From the Mountains to the Sea

The Black Sea, that is. We drive down to sea level and spend a few nights at Ureki, a beach on the Black Sea south of Poti.

Black Sea, black sand

Seeing the Black Sea is one of the things that attracted me to visit Georgia in the first place.

When I was a kid, I went to see this movie, ‘Jason and the Argonauts‘. Great special effects, eh?

Where Jason goes in search of the Golden Fleece is Colchis, an actual kingdom that existed on these shores over 2,000 years ago.

Map courtesy of Wikipedia

It was the easternmost edge of the known world in classical antiquity. Colchis was famous for having lots of gold, as well as skilled goldsmiths. We saw many examples of this at the Georgian National Museum in Tbilisi.

The story passes down through the ages, from Euripide’s Medea to Apollonius of Rhodes’s Argonautica to the cinematic sword-and-sandal opera of my childhood memory.

Today, ‘Golden Fleece’ means ‘overcharging tourists’

Ureki is an interesting place. It’s popular with Russians and has a slightly run-down vibe. Few people speak English. We can imagine hordes of workers vacationing here in the Soviet days.

On our second day here, rain comes down in buckets.

Sheltering in place

It continues to rain for the next two days. Traveling south, we go through Batumi, Georgia’s second-largest city. It has a lot of somewhat bizarre architecture.

The Miami of the Black Sea

We drive on through the centre of town. It’s a busy place.

Lots of currency exchange places

We take advantage of a lull in the rain to visit the Gonio Fortress. Also known as Ἄψαρος’ (Apsaros).

This is a mostly Roman fort, with Byzantine and Ottoman add-ons.

Finally, a break in the weather and we spend a couple of days at Kvariati Beach, just before the border with Turkey.

The Georgian Riviera?

This beach has smooth pebbles instead of black sand.

Beach girl

But it’s clean. And quiet.

Beach boy

Well, except for a few restaurants that insist on blasting out loud, bad music. This is another third-world trait. Unfortunately, it drives the both of us right up the wall.

We walk down the road to see how close the Turkish border is.

We decide it’s not close enough and turn back.
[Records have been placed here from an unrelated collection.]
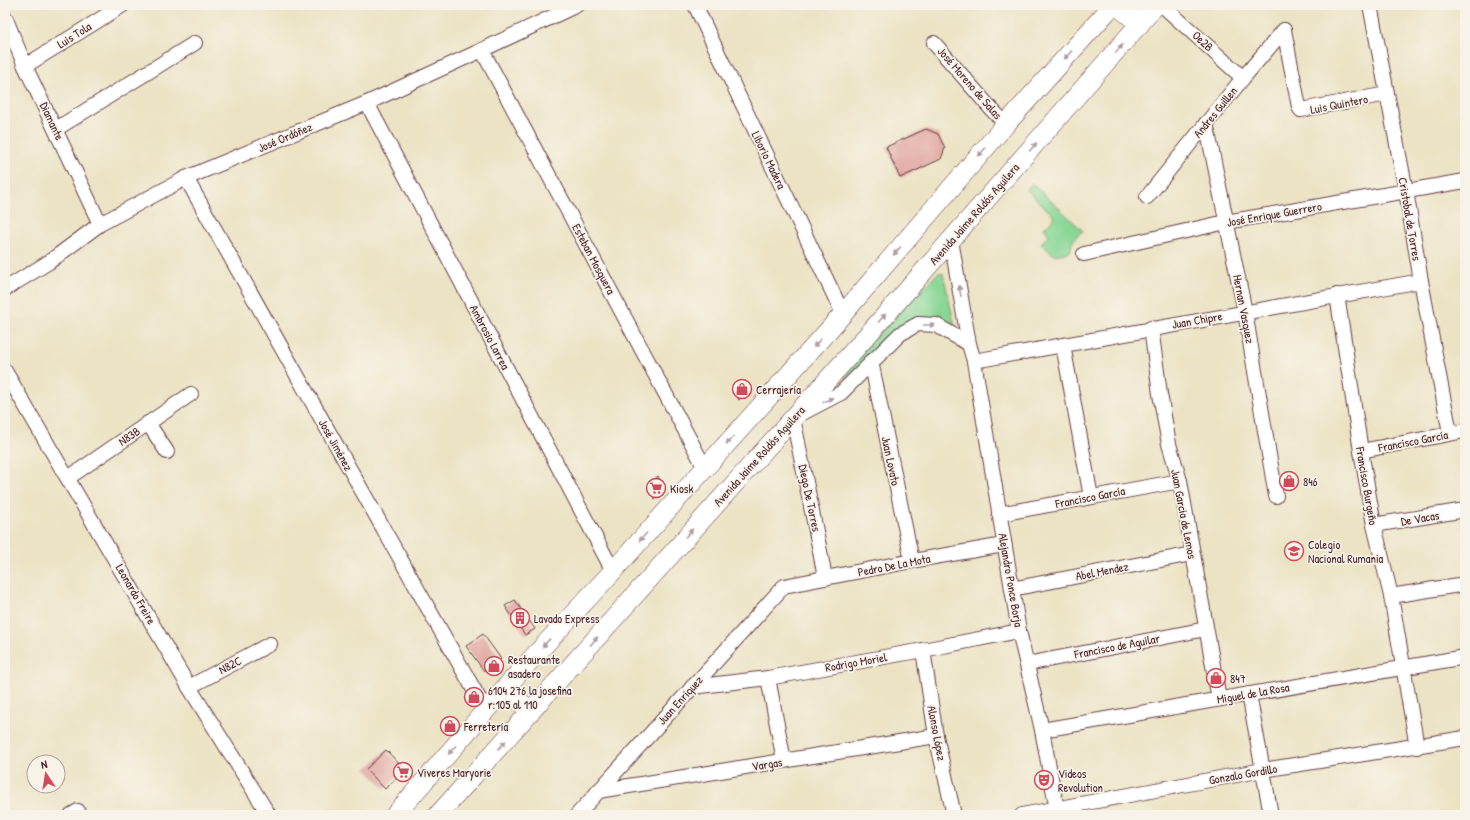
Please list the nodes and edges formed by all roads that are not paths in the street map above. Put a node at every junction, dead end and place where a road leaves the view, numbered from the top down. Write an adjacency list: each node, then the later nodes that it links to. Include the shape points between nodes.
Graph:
1 (123, 5): 15 (street, Luis Tola)
2 (577, 5): 14 (street, José Ordóñez)
3 (695, 5): 34 (street, Liborio Madera)
4 (1113, 5): 20 (street, one-way to 20)
5 (1116, 5): 10 (street)
6 (1156, 5): 10 (street, Avenida Jaime Roldós Aguilera)
7 (1162, 5): 16 (street, Oe2B)
8 (1370, 5): 17 (street, Cristobal de Torres)
9 (5, 17): 15 (street, Diamante)
10 (1140, 24): 28 (street, Avenida Jaime Roldós Aguilera, one-way to 10)
11 (1284, 30): 16 (street, Andres Guillen); 17 (street, Luis Quintero, via 1301,110)
12 (195, 42): 21 (street)
13 (934, 43): 20 (street, José Moreno de Salas)
14 (482, 50): 18 (street, José Ordóñez); 48 (street, Esteban Mosquera)
15 (25, 66): 21 (street, Diamante)
16 (1243, 78): 19 (street, Andres Guillen)
17 (1387, 94): 24 (street, Cristobal de Torres)
18 (367, 103): 22 (street, José Ordóñez); 59 (street, Ambrosio Larrea)
19 (1206, 123): 25 (street, Andres Guillen); 26 (street, Hernan Vasquez)
20 (1006, 124): 34 (street, one-way to 34)
21 (56, 129): 27 (street, Diamante)
22 (186, 178): 27 (street, José Ordóñez); 78 (street, José Jiménez)
23 (1465, 181): 24 (street, José Enrique Guerrero)
24 (1406, 191): 26 (street, José Enrique Guerrero); 30 (street, Cristobal de Torres)
25 (1147, 196)
26 (1226, 222): 29 (street, José Enrique Guerrero); 33 (street, Hernan Vasquez)
27 (100, 224): 31 (street, José Ordóñez, via 49,262)
28 (950, 240): 36 (street, Alejandro Ponce Borja, one-way to 28); 42 (street, Avenida Jaime Roldós Aguilera, one-way to 28)
29 (1084, 254)
30 (1421, 281): 32 (street, Juan Chipre); 45 (street, Cristobal de Torres)
31 (5, 288)
32 (1337, 295): 33 (street, Juan Chipre); 46 (street, Francisco Burgeño)
33 (1245, 312): 35 (street, Juan Chipre); 51 (street, Hernan Vasquez)
34 (843, 314): 48 (street, one-way to 48)
35 (1151, 328): 37 (street, Juan Chipre); 50 (street, Juan Garcia de Lemos, via 1169,444)
36 (969, 344): 38 (street, one-way to 36, via 900,334 918,324 936,324); 39 (street, Alejandro Ponce Borja)
37 (1063, 345): 39 (street, Juan Chipre); 52 (street)
38 (871, 361): 42 (street, one-way to 38, via 841,393); 58 (street, Juan Lovato)
39 (974, 361): 54 (street, Alejandro Ponce Borja)
40 (5, 372): 49 (street, Leonardo Freire)
41 (191, 394): 43 (street, N83B)
42 (793, 418): 60 (street, Diego De Torres); 79 (street, Avenida Jaime Roldós Aguilera, one-way to 42)
43 (148, 423): 47 (street); 49 (street, N83B)
44 (1465, 431): 45 (street, Francisco García)
45 (1450, 433): 46 (street, Francisco García)
46 (1361, 451): 55 (street, Francisco Burgeño)
47 (167, 452)
48 (705, 468): 59 (street, one-way to 59)
49 (68, 478): 73 (street, Leonardo Freire)
50 (1180, 481): 52 (street, Francisco García); 57 (street, Juan Garcia de Lemos)
51 (1276, 496)
52 (1091, 497): 54 (street, Francisco García)
53 (1465, 510): 55 (street, De Vacas)
54 (999, 514): 56 (street, Alejandro Ponce Borja)
55 (1374, 526): 64 (street, Francisco Burgeño)
56 (1004, 545): 58 (street, Pedro De La Mota); 63 (street, Alejandro Ponce Borja)
57 (1192, 554): 63 (street, Abel Mendez); 65 (street, Juan Garcia de Lemos)
58 (912, 561): 60 (street, Pedro De La Mota)
59 (613, 571): 75 (street, one-way to 75)
60 (824, 578): 62 (street, Pedro De La Mota)
61 (1465, 584): 64 (street)
62 (784, 586): 74 (street, Juan Enriquez)
63 (1012, 588): 66 (street, Alejandro Ponce Borja)
64 (1391, 596): 71 (street, Francisco Burgeño)
65 (1206, 629): 70 (street, Francisco de Aguilar); 77 (street, Juan Garcia de Lemos)
66 (1019, 631): 68 (street, Rodrigo Moriel); 70 (street, Alejandro Ponce Borja)
67 (270, 644): 73 (street, N82C)
68 (923, 650): 72 (street, Rodrigo Moriel); 81 (street, Alonso López)
69 (1465, 657): 71 (street, Miguel de la Rosa)
70 (1027, 664): 80 (street, Alejandro Ponce Borja)
71 (1403, 668): 76 (street, Miguel de la Rosa); 83 (street, Francisco Burgeño)
72 (768, 678): 74 (street, Rodrigo Moriel); 84 (street)
73 (189, 686): 88 (street, Leonardo Freire)
74 (692, 687): 86 (street, Juan Enriquez)
75 (505, 688): 78 (street); 79 (street)
76 (1249, 694): 77 (street, Miguel de la Rosa); 85 (street)
77 (1219, 699): 80 (street, Miguel de la Rosa)
78 (486, 711): 89 (street, one-way to 89)
79 (531, 712): 90 (street, Avenida Jaime Roldós Aguilera, one-way to 79)
80 (1042, 730): 87 (street, Alejandro Ponce Borja)
81 (936, 736): 84 (street, Vargas); 92 (street, Alonso López)
82 (1465, 738): 83 (street, Gonzalo Gordillo)
83 (1417, 747): 85 (street, Gonzalo Gordillo)
84 (784, 761): 86 (street, Vargas)
85 (1263, 770): 87 (street, Gonzalo Gordillo); 94 (street)
86 (598, 791): 91 (street, Juan Enriquez)
87 (1058, 811): 93 (street, Gonzalo Gordillo)
88 (269, 815)
89 (395, 815)
90 (438, 815)
91 (577, 815)
92 (954, 815)
93 (1022, 815)
94 (1271, 815)

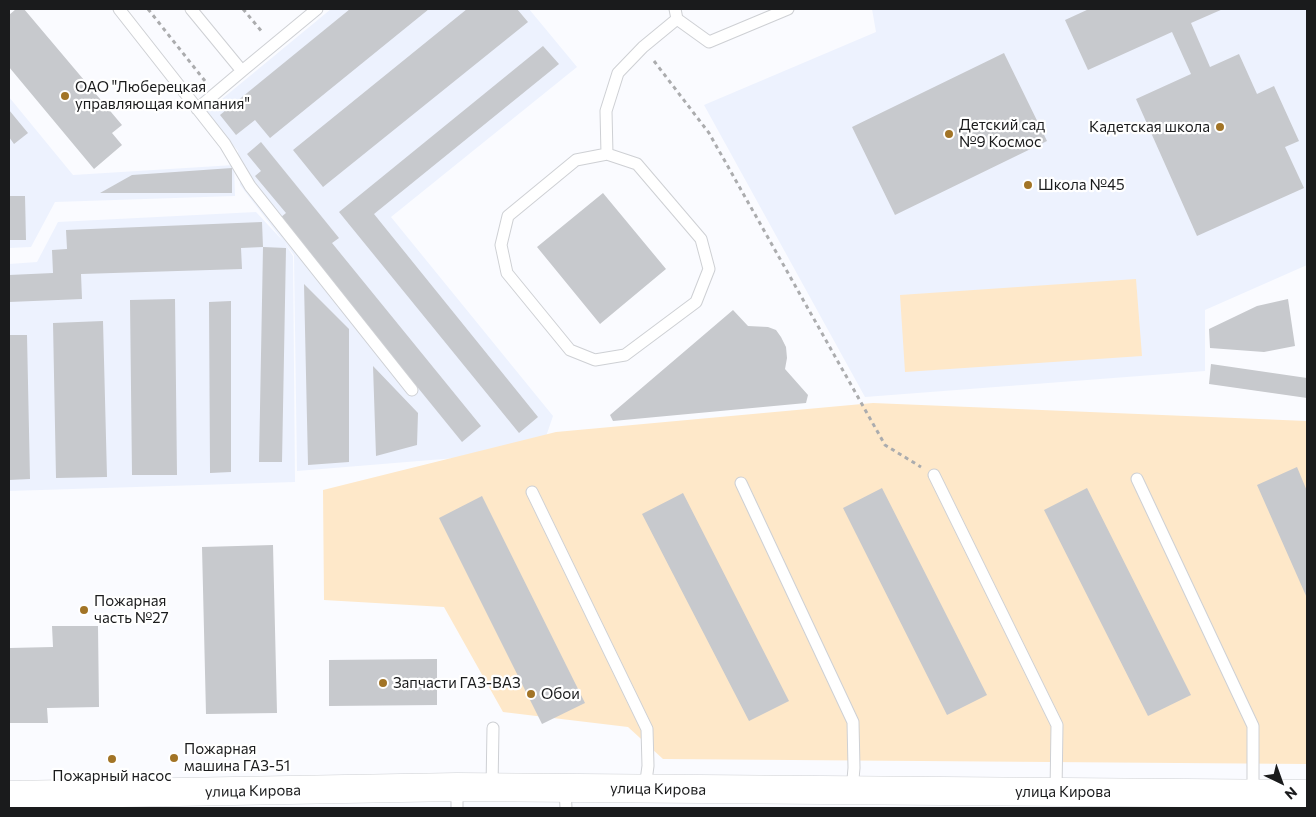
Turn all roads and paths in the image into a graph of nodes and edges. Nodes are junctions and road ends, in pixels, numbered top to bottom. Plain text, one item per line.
1 (119, 9) edge
2 (191, 9) edge
3 (243, 9) edge
4 (317, 9) edge
5 (788, 9) edge
6 (676, 14) edge
7 (265, 36) dead end
8 (642, 47) junction
9 (242, 71) junction
10 (197, 109) junction
11 (607, 154) junction
12 (412, 390) dead end
13 (934, 475) joint
14 (1137, 479) dead end
15 (741, 483) dead end
16 (532, 492) dead end
17 (493, 728) dead end
18 (492, 787) junction
19 (645, 788) junction
20 (852, 790) junction
21 (1056, 792) junction
22 (1253, 794) junction
23 (1307, 794) edge
24 (9, 795) edge
25 (457, 798) edge
26 (566, 798) edge

1 - 10 lane
2 - 9 lane
3 - 7 path
4 - 9 lane
5 - 6 lane
6 - 8 lane
8 - 11 lane
8 - 13 path
9 - 10 lane
10 - 12 lane
11 - 11 lane
13 - 21 lane
14 - 22 lane
15 - 20 lane
16 - 19 lane
17 - 18 lane
18 - 25 main road, улица Кирова
18 - 26 main road, улица Кирова
19 - 20 main road, улица Кирова
19 - 26 main road, улица Кирова
20 - 21 main road, улица Кирова
21 - 22 main road, улица Кирова
22 - 23 main road, улица Кирова
24 - 25 main road, улица Кирова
Besides, there are trucks thundering down the road in both directions.

We get a good view of the beach, though.

Our balcony is a great place for a sundowner.

The sun sets in the Eύξεινος Πόντος

Almost three weeks we’ve been here already. Feels like longer than that. We agree it’s been an enjoyable trip so far. Laughs aplenty. Lots of Zen moments. Indeed, these are the days.

Sight or Insight of the Day

We might have to start calling this the daily dog entry. While trying to read my book, a young dog – a pup, really – walks up and begins rolling around under and around me, begging me to play with her.

Dog Day Afternoon

I give in and combine reading with a canine wrestling match.